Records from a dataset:

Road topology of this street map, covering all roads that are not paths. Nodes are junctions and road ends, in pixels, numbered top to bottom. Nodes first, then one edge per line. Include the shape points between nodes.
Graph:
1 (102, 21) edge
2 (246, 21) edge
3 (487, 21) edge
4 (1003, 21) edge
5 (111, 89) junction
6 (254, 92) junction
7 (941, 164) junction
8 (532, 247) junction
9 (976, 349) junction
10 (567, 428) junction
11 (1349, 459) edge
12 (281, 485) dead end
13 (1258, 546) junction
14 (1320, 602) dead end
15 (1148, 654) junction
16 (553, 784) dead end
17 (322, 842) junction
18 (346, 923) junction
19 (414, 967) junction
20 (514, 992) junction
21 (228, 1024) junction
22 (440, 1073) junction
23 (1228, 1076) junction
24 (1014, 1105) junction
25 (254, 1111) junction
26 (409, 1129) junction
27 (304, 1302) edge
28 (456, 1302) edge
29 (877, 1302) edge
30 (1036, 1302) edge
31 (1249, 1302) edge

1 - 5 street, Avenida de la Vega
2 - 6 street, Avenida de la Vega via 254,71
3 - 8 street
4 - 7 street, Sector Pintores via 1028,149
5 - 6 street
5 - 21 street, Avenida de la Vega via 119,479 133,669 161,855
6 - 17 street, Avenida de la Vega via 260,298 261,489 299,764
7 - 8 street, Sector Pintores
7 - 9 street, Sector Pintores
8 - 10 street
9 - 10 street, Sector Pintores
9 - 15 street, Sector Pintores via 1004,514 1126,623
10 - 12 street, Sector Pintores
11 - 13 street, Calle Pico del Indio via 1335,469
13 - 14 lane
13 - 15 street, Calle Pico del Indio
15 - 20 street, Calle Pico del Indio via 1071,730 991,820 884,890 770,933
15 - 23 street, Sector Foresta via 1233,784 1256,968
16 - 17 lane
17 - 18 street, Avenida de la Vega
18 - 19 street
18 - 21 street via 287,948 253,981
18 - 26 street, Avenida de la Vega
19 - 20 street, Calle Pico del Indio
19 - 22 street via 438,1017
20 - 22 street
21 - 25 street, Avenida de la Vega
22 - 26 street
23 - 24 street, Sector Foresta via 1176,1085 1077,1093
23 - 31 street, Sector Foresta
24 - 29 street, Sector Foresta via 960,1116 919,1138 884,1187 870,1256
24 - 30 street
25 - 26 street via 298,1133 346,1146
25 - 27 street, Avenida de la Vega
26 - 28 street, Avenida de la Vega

== Task statement ==
Scan the entries for lines with the word "dead". The number of such lines is the whole answer.

== Solution for this exercise ==
3